● PROBLEM TO WORK ON:
Copy out each line below containing "JSON".

● Records from a data collection:
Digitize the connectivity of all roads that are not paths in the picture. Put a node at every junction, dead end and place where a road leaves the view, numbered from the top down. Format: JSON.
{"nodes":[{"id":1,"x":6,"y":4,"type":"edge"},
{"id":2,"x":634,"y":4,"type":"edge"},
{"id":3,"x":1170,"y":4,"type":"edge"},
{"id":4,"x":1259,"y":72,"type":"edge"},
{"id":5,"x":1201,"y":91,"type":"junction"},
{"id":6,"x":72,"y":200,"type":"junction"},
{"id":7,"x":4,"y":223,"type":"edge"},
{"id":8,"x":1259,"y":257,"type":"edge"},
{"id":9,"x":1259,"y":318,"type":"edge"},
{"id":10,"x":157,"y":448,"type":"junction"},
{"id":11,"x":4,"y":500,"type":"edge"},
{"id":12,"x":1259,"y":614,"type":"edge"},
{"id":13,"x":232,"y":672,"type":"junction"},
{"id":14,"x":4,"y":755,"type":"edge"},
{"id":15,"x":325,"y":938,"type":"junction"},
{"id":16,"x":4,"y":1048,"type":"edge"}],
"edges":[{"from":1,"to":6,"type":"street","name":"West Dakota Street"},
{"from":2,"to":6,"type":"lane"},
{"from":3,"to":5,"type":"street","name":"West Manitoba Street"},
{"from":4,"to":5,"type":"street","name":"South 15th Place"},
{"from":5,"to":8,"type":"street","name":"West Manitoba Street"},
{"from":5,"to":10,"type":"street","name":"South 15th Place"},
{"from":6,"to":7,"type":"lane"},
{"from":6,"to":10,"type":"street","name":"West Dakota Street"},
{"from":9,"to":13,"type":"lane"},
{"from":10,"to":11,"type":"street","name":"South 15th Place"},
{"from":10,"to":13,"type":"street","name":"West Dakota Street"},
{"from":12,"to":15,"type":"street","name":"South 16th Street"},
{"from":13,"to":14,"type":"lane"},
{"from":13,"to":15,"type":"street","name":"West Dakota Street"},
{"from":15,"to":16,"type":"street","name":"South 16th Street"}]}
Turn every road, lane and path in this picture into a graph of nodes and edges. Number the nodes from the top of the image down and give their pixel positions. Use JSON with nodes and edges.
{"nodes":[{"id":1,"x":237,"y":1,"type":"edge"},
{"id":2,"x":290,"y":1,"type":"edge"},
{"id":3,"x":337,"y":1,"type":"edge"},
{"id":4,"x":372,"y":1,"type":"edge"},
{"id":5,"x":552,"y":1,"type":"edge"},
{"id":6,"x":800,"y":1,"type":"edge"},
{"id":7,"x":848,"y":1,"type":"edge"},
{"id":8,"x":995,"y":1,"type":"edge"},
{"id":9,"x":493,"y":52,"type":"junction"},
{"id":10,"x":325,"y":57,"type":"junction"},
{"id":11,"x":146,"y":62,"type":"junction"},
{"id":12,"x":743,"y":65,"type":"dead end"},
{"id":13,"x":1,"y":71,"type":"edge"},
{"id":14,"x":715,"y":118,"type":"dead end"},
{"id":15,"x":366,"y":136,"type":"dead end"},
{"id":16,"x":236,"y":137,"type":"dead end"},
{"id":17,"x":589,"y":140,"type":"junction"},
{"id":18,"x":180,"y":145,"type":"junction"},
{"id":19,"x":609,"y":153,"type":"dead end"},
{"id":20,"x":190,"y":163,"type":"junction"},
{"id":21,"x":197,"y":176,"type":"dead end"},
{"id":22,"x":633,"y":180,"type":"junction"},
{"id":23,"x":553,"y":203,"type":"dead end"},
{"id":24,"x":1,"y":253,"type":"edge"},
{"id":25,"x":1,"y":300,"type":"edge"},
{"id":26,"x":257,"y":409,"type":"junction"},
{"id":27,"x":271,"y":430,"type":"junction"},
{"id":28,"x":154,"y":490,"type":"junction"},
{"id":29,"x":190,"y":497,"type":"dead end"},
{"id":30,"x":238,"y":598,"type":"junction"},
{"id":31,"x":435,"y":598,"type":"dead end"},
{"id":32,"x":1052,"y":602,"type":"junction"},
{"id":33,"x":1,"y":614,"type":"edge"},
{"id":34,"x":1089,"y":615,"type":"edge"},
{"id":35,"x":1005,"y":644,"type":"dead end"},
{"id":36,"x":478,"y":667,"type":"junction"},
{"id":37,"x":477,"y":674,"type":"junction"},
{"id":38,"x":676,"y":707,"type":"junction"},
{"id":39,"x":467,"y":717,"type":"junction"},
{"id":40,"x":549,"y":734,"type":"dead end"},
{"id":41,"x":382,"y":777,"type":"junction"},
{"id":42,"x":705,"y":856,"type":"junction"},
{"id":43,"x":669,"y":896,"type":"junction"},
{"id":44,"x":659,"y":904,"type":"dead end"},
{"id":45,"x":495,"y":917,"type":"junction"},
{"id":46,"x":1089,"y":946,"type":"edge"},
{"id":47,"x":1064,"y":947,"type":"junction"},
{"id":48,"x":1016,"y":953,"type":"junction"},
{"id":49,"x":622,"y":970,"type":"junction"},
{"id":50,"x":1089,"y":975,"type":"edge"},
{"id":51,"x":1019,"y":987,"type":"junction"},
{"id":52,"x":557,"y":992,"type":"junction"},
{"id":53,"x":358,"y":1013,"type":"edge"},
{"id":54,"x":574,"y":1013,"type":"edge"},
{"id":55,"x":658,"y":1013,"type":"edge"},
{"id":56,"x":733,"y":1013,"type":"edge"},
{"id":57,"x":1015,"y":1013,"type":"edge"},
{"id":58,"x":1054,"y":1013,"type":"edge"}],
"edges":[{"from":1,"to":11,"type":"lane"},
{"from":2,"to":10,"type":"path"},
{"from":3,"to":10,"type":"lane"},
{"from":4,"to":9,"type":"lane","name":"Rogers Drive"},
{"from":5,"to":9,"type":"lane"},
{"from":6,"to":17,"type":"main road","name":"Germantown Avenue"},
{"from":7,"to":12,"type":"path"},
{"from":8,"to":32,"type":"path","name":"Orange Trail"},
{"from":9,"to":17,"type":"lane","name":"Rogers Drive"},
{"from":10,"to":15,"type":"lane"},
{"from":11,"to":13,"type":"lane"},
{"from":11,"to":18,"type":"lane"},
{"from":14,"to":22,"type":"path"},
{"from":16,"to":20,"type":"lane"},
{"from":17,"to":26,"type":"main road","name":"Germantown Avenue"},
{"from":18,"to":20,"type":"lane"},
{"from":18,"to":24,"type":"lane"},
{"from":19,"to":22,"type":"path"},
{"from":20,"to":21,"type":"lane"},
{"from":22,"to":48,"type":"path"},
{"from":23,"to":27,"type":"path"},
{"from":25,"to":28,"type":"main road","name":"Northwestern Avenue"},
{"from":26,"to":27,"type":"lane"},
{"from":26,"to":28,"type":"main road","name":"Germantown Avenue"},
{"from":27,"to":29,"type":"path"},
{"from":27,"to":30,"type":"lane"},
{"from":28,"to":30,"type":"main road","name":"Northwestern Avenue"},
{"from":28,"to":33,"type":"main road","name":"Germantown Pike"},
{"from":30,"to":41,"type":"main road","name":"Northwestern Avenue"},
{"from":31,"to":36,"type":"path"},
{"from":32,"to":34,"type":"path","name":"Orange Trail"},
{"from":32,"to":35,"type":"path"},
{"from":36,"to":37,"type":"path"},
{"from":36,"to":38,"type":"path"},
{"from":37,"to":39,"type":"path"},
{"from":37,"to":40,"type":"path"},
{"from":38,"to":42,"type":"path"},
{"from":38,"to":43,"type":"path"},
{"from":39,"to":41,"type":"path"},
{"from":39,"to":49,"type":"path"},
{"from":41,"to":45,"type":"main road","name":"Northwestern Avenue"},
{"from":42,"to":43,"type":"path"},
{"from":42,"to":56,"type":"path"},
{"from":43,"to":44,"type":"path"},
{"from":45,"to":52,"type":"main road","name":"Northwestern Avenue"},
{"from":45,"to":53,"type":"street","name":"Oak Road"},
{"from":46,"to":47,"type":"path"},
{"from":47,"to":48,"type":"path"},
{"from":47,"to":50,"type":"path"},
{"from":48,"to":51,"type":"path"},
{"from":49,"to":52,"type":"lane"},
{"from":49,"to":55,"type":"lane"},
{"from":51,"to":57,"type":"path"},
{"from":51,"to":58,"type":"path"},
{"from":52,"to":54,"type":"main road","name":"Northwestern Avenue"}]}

● TASK SOLUTION:
Digitize the connectivity of all roads that are not paths in the picture. Put a node at every junction, dead end and place where a road leaves the view, numbered from the top down. Format: JSON.
Turn every road, lane and path in this picture into a graph of nodes and edges. Number the nodes from the top of the image down and give their pixel positions. Use JSON with nodes and edges.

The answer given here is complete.